DeepSeek struck a nerve
After rocking the world with DeepSeek, China faces potential new import/export restrictions.
DeepSeek is a company that produces a LLM family of the same name. It made waves in January by releasing DeepSeek-R1, a reasoning model that had comparable benchmark performance to OpenAI’s o1. It built on techniques that they had previously published in previous models, but this model caused a splash because it was competitive with OpenAI’s reasoning model, was released under the MIT license with open-weights1, and was made by a Chinese company that wasn’t supposed to be able to do this.
LLMs have two relevant phases of CPU usage: Training, where the model is created, and Inference, where the model is used to answer questions. To date, training has been very expensive and inference has been very cheap. Cheap inference is a tradeoff, since it means that the LLM’s thinking is limited by the number of tokens it can output. Historically, LLMs are better problem solvers when they are encouraged to decompose their reasoning into individual steps. This is called “chain of thought.” Reasoning models take this a step further, and use reinforcement learning to teach the model how to create its own logically-consistent chains of thought. Unlike traditional LLMs, reasoning models aren’t limited to a fixed amount of compute. In fact, the quality of answers scales with how much compute they are allowed to consume while thinking.

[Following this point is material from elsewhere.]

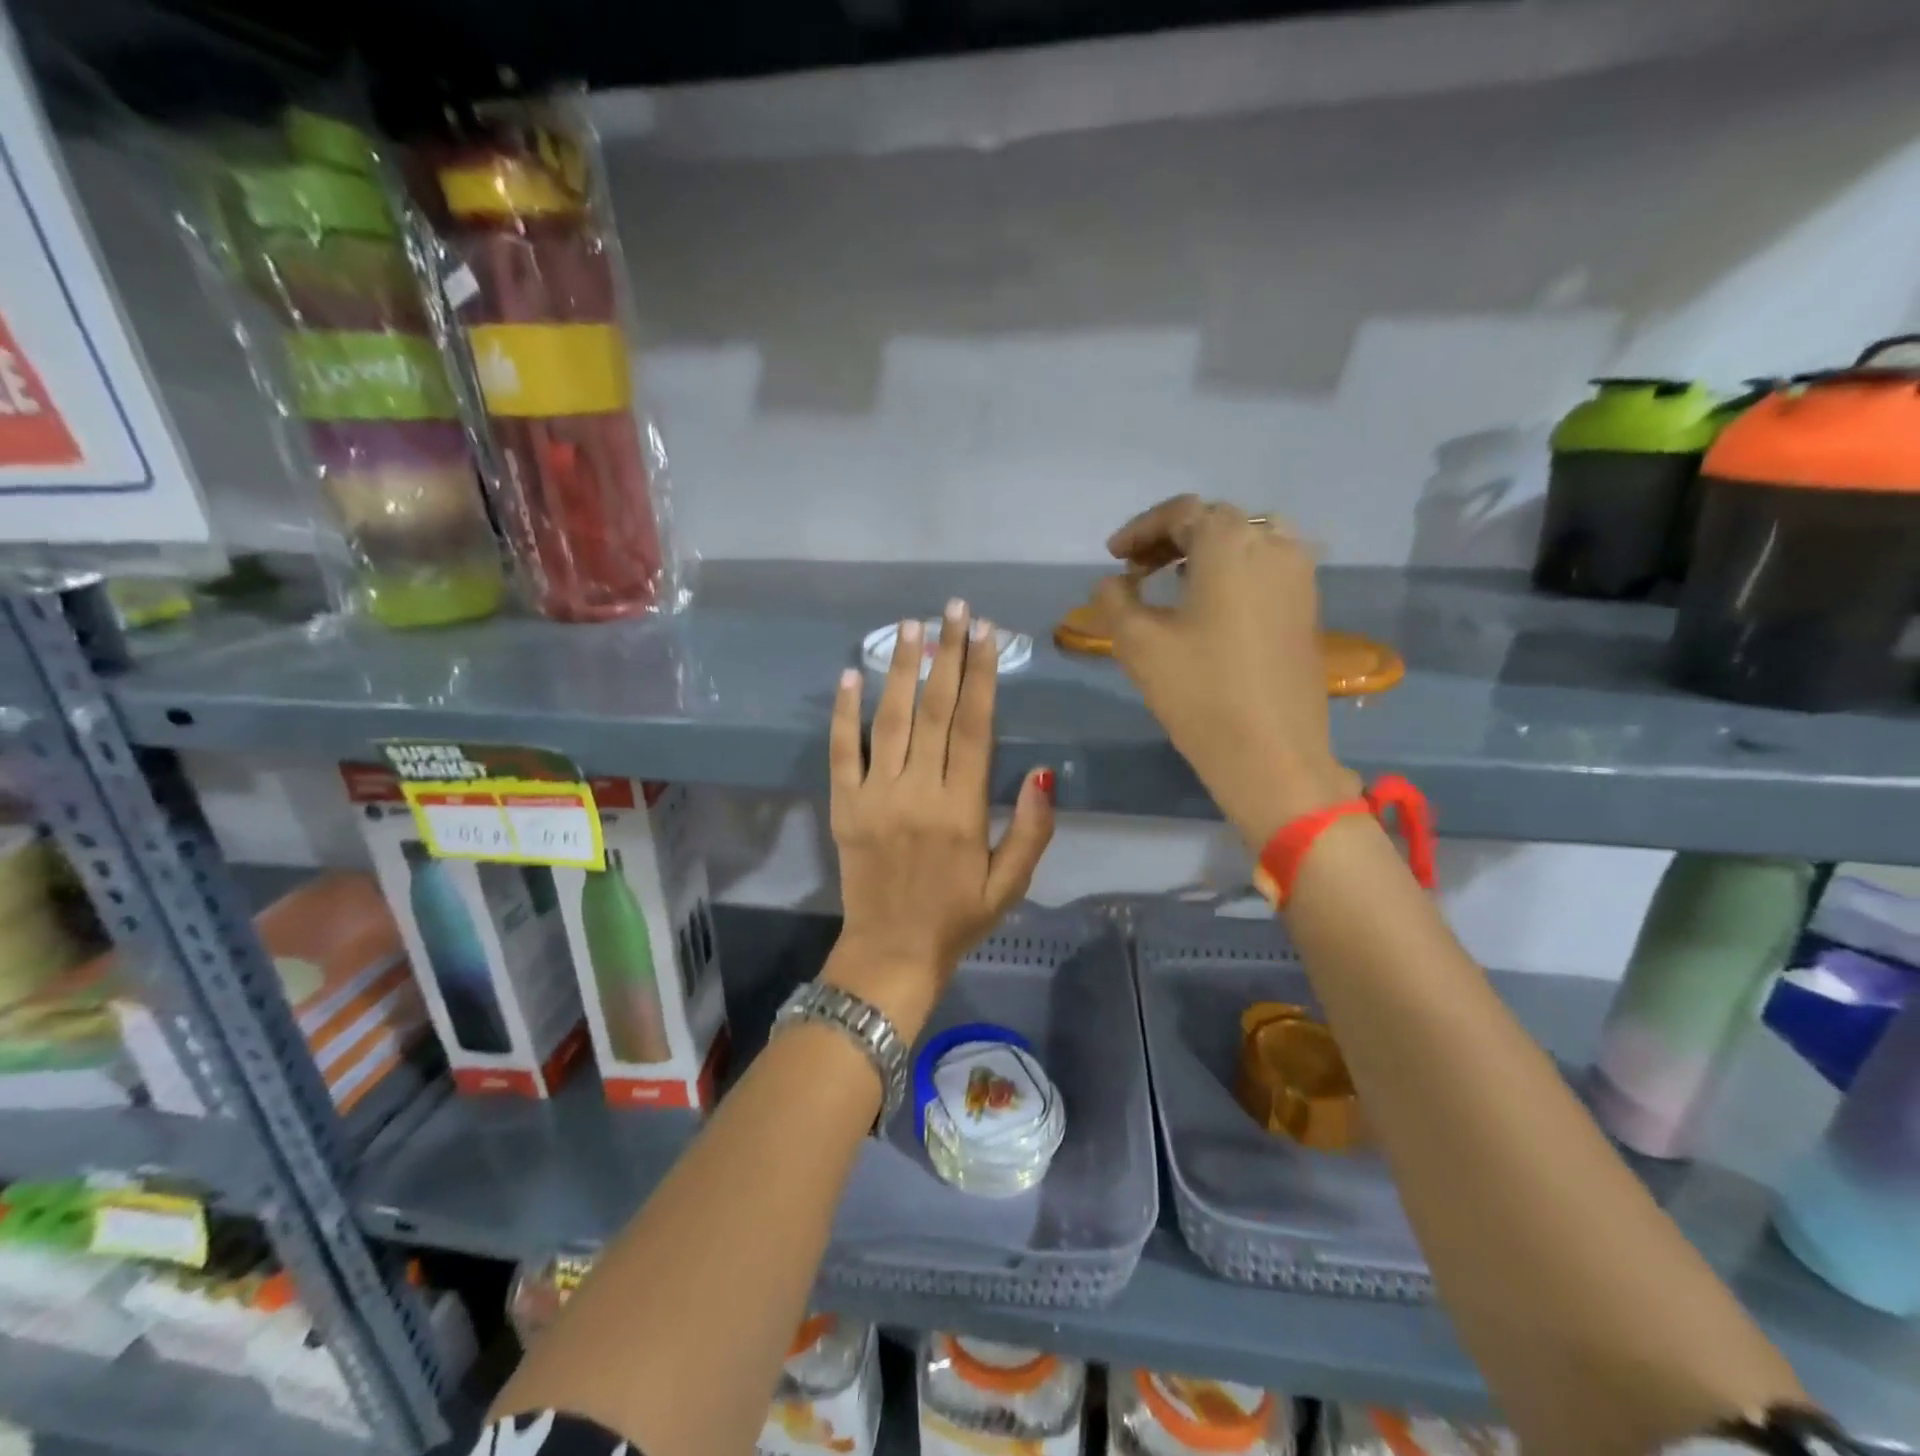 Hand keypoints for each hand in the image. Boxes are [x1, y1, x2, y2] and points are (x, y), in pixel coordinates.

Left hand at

Why wasn’t DeepSeek supposed to be able to accomplish this? DeepSeek is based in China, which faces export restrictions of GPUs. To meet the restrictions, Nvidia manufactured GPUs where the inter-chip data transfer rates are a fraction of what their top-of-the-line H100 can achieve. AI training is naturally a large-scale distributed workload, and training runs take months even with unthrottled chips. So this is an effective way to stop China from using American-made GPUs to train their models, effectively removing them from the competition.
However, DeepSeek has been working on using their own collection of lesser GPUs to their maximum. They use distillation to capture the knowledge of larger models into smaller ones. They use advanced mixture-of-expert techniques to only require a portion of their model to be loaded into memory at a time. Hell, they actually coded their own custom logic for the GPUs that allow them to use chips that would normally be dedicated to communication for computation instead. They truly pushed the GPUs to their limit.

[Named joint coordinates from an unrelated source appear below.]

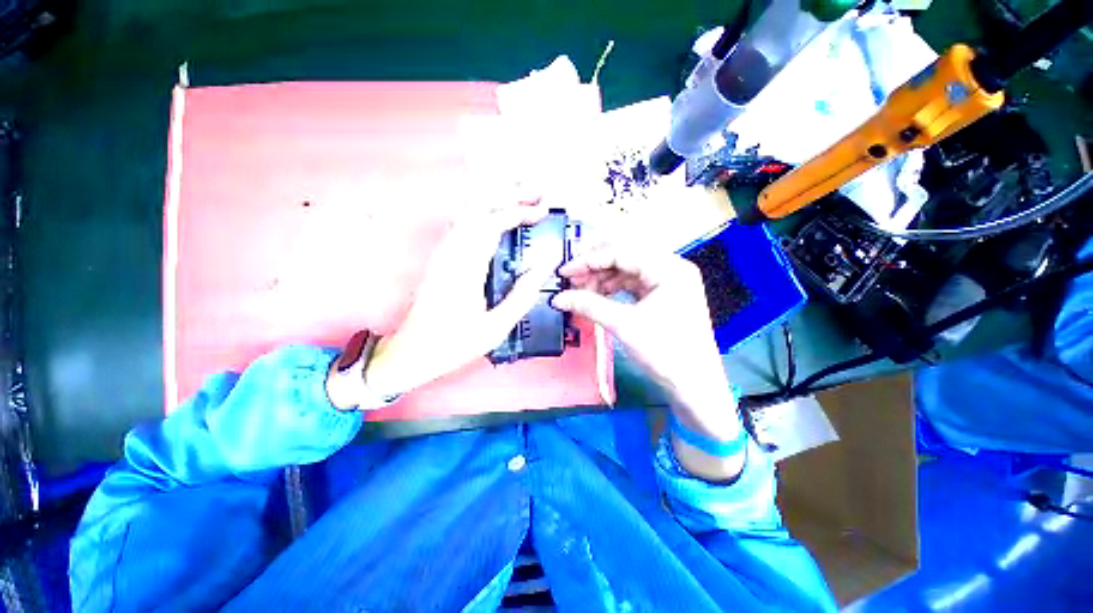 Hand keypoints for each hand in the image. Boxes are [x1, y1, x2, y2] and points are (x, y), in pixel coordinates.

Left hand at [360, 202, 554, 398]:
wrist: (412, 351)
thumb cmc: (455, 342)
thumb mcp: (496, 325)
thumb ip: (523, 294)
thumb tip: (545, 265)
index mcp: (466, 267)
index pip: (493, 222)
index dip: (519, 211)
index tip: (542, 211)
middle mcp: (452, 251)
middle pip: (479, 206)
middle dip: (510, 194)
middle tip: (537, 194)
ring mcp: (444, 251)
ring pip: (469, 211)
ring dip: (497, 199)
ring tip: (522, 198)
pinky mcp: (442, 257)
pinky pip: (465, 223)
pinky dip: (485, 212)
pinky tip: (498, 216)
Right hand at [552, 245, 744, 479]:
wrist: (693, 385)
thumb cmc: (665, 352)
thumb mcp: (623, 325)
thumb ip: (589, 305)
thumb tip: (558, 299)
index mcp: (669, 268)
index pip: (621, 252)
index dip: (589, 260)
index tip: (565, 272)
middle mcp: (671, 268)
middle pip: (625, 256)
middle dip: (594, 266)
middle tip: (570, 278)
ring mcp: (668, 281)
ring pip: (627, 270)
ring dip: (601, 278)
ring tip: (580, 290)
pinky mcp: (663, 295)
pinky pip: (632, 283)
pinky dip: (612, 288)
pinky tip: (596, 296) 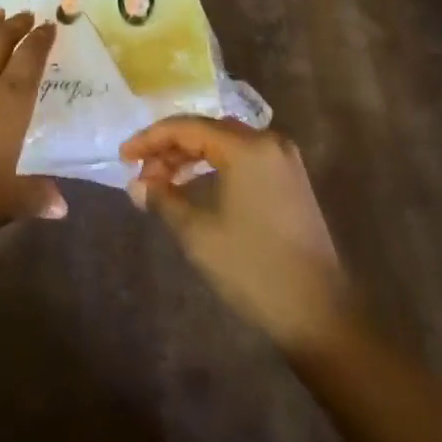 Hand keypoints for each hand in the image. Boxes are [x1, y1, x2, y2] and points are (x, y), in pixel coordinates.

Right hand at [121, 117, 346, 360]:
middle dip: (169, 148)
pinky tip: (194, 185)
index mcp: (246, 147)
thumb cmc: (252, 268)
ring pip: (224, 143)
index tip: (123, 156)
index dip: (150, 139)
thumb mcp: (197, 232)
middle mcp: (268, 142)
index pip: (186, 127)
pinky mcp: (290, 180)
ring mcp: (284, 160)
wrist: (318, 313)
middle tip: (141, 173)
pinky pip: (243, 158)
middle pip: (206, 130)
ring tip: (162, 181)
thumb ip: (163, 198)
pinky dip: (214, 165)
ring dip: (190, 156)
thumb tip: (136, 184)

At the time of writing, 1 million tokens costs $2.19 on DeepSeek2 and $60 on OpenAI. But remember: it has open weights, so anyone can run it. In fact, Microsoft Azure is hosting it right now. So are others.
DeepSeek made a huge splash. DeepSeek is, at the time of writing this, the #1 app on the iOS app store. The US Government put some effort into stopping China from being able to do this. Surely they realized that they were beaten fair and square and that was the end of it?

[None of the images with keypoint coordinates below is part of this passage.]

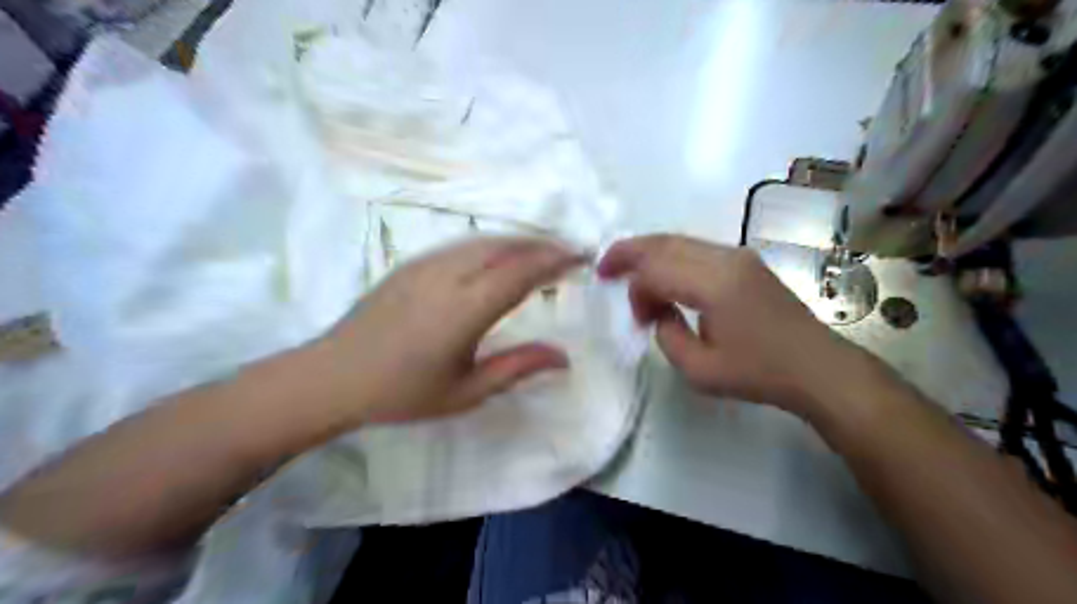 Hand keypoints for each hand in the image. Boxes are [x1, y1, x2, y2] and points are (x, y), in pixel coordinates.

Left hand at [313, 237, 580, 425]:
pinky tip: (498, 257)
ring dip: (518, 242)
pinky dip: (491, 245)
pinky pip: (461, 245)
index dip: (555, 260)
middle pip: (506, 247)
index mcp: (465, 309)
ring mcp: (426, 265)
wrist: (332, 376)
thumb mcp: (467, 391)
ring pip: (483, 241)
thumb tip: (564, 357)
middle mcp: (448, 276)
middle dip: (542, 245)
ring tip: (541, 252)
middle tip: (569, 252)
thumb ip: (518, 368)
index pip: (522, 271)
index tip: (581, 257)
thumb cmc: (402, 393)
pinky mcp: (411, 264)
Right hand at [603, 236, 864, 414]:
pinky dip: (670, 257)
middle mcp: (725, 258)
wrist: (818, 367)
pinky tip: (663, 275)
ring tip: (628, 272)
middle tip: (604, 268)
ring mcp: (738, 255)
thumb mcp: (700, 370)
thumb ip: (667, 336)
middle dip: (628, 252)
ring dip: (649, 254)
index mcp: (714, 284)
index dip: (635, 289)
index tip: (638, 319)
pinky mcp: (745, 261)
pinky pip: (696, 248)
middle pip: (663, 242)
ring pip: (679, 240)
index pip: (656, 270)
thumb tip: (659, 312)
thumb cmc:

On an unrelated note, Josh Hawley introduced a bill that makes it a crime for AI technology to be imported or exported, which would attempt to force China and the US to develop their own AI in full isolation. This would likely prevent AMD and Nvidia from selling GPU technology to China in any form, and might even be a de facto DeepSeek ban in the US because it adds import restrictions on AI technology also. Independent of this, the Trump administration is considering tightening restrictions on the export of chips to China.
Trump officials discussing tightening curbs on Nvidia's China sales, sources say
Conversations to restrict shipments of those chips to China are in very early stages among Trump officials, the people said, adding the idea has been under consideration since Democratic former President Joe Biden's administration. H20 chips can be used to run AI software and were designed to comply with existing U.S. curbs on shipments to China, spearheaded by Biden.
Not everyone is feeling glum about this. Andreesen-Horowitz wrote a post comparing DeepSeek’s impact to the Sputnik race, as a followup to Marc Andreessen’s Tweet saying the same thing. It’s worth reflecting on the fact that the space race spurred the US Government into spending tens of billions of dollars to run the Apollo missions. Coincidentally, a venture capital firm would be the exact kind of company that would benefit from a massive influx of government spending and decreased regulation.
It’s forcing OpenAI to consider what can be open-sourced, and also to reveal more of its chain of thought. Sam Altman also admits that they will have less of an advantage over their competitors than they have previously. OpenAI also made its reasoning models available to free users for the first time.
Meaning that anyone can run it.
We have no way of knowing how subsidized this value is. However, hosting provider Nebius is serving the model at $2.40/million tokens, which strengthens the argument that this is a profitable level.